Bubblesort can work very well, too. In particular, when your data is already sorted, it actually is optimal and will beat any textbook merge or heap sort. Unless you give the full constraints (cost of swapping elements, stability requirements, in-place or not...) nobody can answer this fully.

Anyway, for four elements it is rather obvious how to implement an efficient merge sort inline.

For odd (non-power of 2) sizes I belive that backwards insertion sort is a common optimization. Have a look at Javas sorting implementation. I believe it has such a small array optimization already. Did you check that the sort routine you would have called doesn't already do this kind of optimizations?

edited Dec 24 '11 at 23:29

answered Dec 24 '11 at 22:32

Has QUIT--Anony-Mousse

76,138
12
138
194

I do believe insertion sort is superior to bubble sort for already sorted data. Your point about the relative merits of different "naive" algorithms at low scale still stands. – phs Dec 24 '11 at 22:35
Both need just `O(n-1)` comparisons and no changes to the data, they do exactly the same except maybe for the direction they traverse the data. *Why* should insertion sort be superior? – Has QUIT--Anony-Mousse Dec 24 '11 at 22:41
Well just don't forget that any intelligent heapsort implementation will have a low cutoff threshold after which it uses insertion sort, so that basically limits any advantages we can hope to gain there. If the size is known at compile time we certainly can beat the default solution - but then that code is better called millions of times per second, otherwise it's kinda pointless to worry about a handful cycles. – Voo Dec 25 '11 at 00:41

score 6 · Accepted Answer · edited May 23 '17 at 10:29

6

Have a look at sorting networks.

A few links:
http://en.wikipedia.org/wiki/Sorting_network
http://www.cs.uky.edu/~lewis/essays/algorithms/sortnets/sort-net.html
Fastest sort of fixed length 6 int array

edited May 23 '17 at 10:29

Community

1
1

answered Dec 25 '11 at 00:27

pmg

106,608
13
126
198

score 5 · Answer 3 · answered Dec 24 '11 at 23:16

All answers to optimization questions must be prefaced by the warning that you should profile and only optimize bottlenecks, so: be sure to do that.

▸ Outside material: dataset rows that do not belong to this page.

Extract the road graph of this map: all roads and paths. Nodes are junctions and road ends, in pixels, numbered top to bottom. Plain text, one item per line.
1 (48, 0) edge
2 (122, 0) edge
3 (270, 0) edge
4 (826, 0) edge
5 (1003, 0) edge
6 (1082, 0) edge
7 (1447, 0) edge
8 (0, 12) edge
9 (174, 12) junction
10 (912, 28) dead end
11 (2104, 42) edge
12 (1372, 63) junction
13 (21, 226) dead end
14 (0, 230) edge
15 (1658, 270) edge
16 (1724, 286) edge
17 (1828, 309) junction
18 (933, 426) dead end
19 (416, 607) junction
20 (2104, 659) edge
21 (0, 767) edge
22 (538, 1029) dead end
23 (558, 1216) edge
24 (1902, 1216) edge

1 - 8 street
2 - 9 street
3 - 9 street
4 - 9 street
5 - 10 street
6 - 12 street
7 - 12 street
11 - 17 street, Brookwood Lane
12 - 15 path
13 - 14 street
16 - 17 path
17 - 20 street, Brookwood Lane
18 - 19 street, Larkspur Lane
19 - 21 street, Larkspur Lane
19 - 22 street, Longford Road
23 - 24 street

In the spirit of C/C++ I will now trust you to have done so and answer the question you have asked.

You determine the answer to your question by iteratively profiling.

Write template <int N> inline void sort_n(int * list) whose default implementation uses an std lib sort. Use this template whenever appropriate in your code. Then write a template specializations for the smallest N case for which you do not already have a specialization. After writing this specialization, profile your program and see if you made a significant performance gain. If you make a performance gain which you judge significant, repeat. Once you write a specialization and don't get much out of it, stop.

score 2 · Answer 4 · answered Dec 24 '11 at 22:43

For any reasonable number of items, you will always get a performance benefit from coding up the comparisons explicitly. However, sorting so few items takes so little time that it rarely matters what method you use anyway.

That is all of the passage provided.